#### [Problem]
Give a verbatim repeat of the lines that run from the line containing "middle mcp: (1254, 865)" to the end of the data below.

[Human pose images with coordinates]

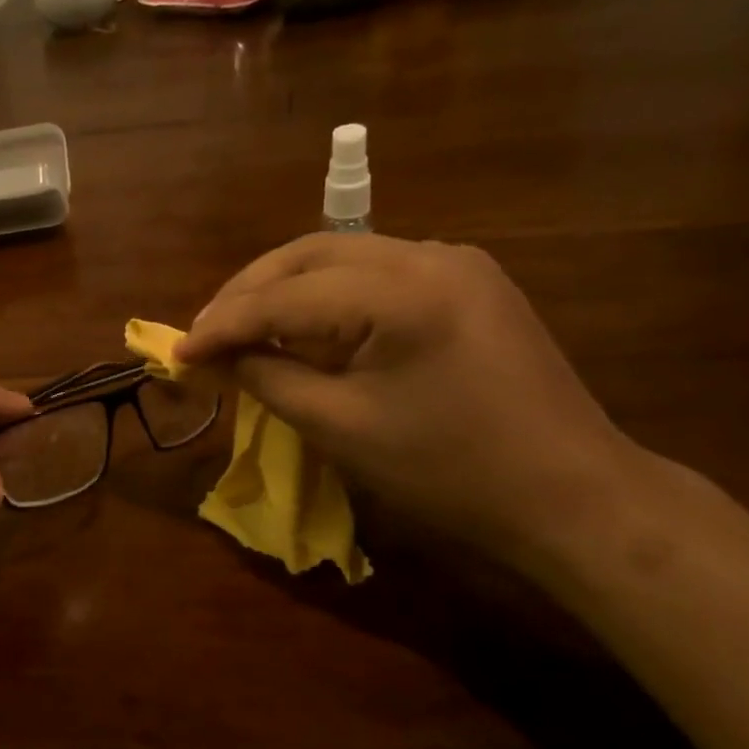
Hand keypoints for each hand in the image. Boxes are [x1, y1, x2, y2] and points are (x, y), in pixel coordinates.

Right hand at [177, 234, 642, 566]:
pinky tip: (308, 328)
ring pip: (343, 257)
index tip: (178, 352)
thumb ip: (268, 379)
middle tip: (205, 333)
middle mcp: (430, 254)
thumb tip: (214, 356)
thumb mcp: (341, 428)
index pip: (286, 295)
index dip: (224, 324)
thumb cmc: (450, 473)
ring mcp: (456, 262)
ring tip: (244, 329)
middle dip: (249, 292)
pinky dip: (329, 297)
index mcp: (402, 291)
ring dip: (286, 289)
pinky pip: (377, 275)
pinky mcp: (469, 282)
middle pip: (311, 253)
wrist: (571, 494)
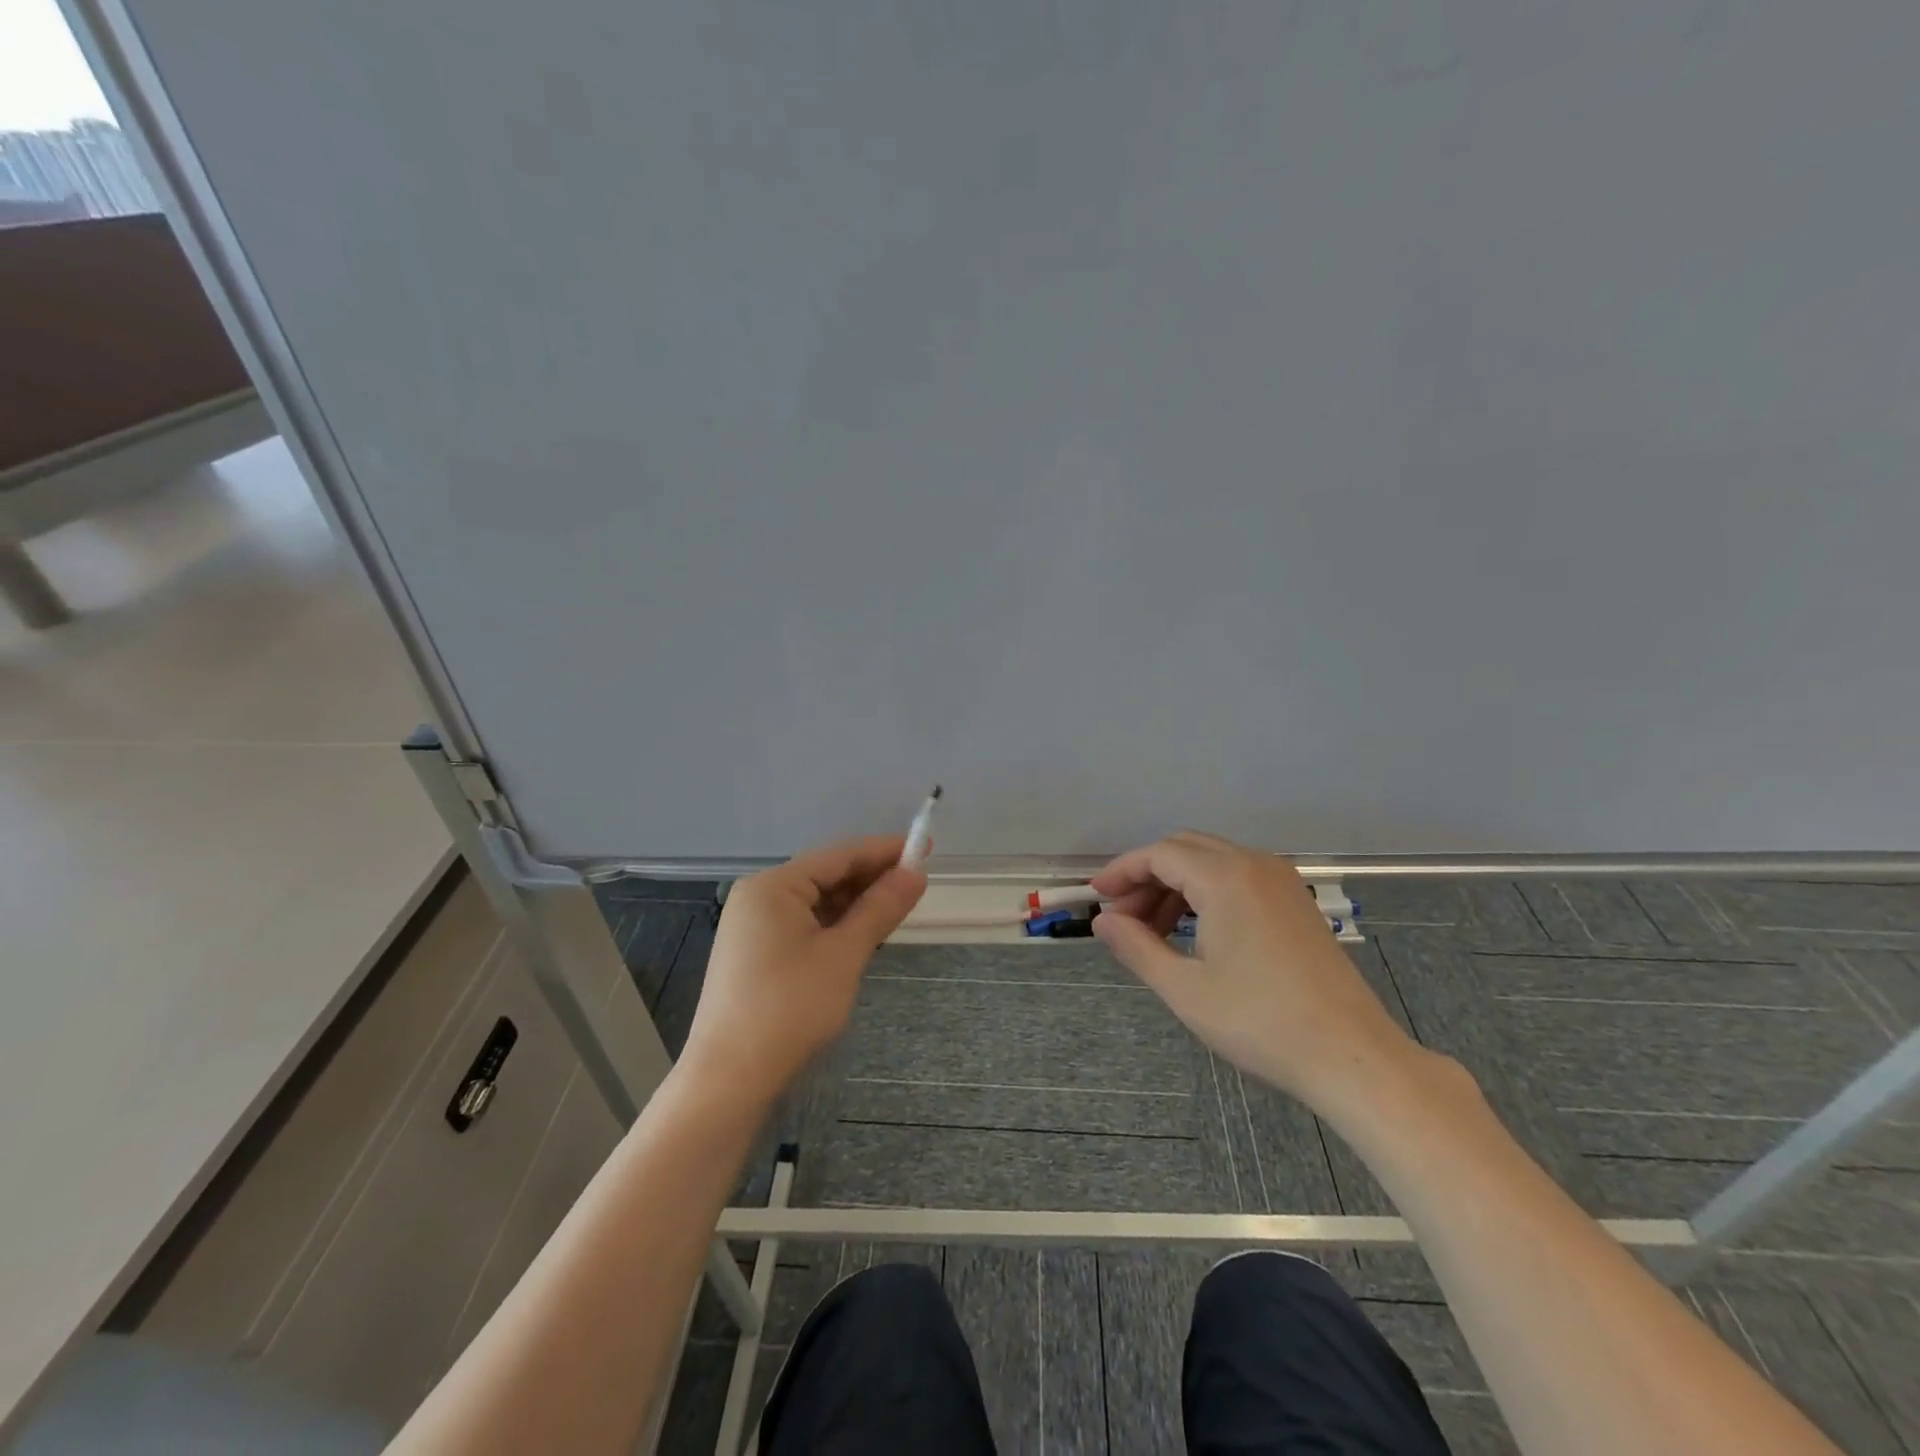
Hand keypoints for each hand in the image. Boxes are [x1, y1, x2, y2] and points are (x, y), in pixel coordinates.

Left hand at [681, 836, 925, 1104]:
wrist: (728, 1080)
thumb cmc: (789, 1009)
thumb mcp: (844, 955)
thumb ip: (880, 908)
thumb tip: (917, 872)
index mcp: (773, 886)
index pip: (839, 855)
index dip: (884, 850)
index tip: (925, 847)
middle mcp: (759, 897)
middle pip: (825, 875)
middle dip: (871, 878)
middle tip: (917, 881)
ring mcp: (753, 927)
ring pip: (816, 902)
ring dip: (855, 903)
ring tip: (897, 906)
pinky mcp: (755, 954)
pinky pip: (803, 925)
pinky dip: (835, 926)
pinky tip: (862, 933)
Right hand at [1091, 830, 1419, 1112]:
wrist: (1352, 1056)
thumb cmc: (1260, 1022)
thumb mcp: (1185, 989)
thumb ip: (1137, 947)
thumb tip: (1104, 921)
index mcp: (1226, 878)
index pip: (1159, 854)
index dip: (1122, 871)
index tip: (1096, 897)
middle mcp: (1254, 865)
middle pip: (1185, 849)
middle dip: (1147, 876)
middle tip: (1122, 918)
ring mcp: (1281, 881)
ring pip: (1211, 862)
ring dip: (1175, 885)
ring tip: (1152, 932)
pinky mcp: (1295, 902)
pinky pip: (1238, 878)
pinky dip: (1206, 893)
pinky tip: (1194, 933)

#### [Solution to this problem]
middle mcp: (1254, 865)
middle pip: (1185, 849)
middle dip: (1147, 876)
middle tip: (1122, 918)
ring mcp: (1281, 881)
ring pip: (1211, 862)
ring dip: (1175, 885)
ring tip: (1152, 932)
pinky mcp: (1295, 902)
pinky pip: (1238, 878)
pinky dip: (1206, 893)
pinky tip: (1194, 933)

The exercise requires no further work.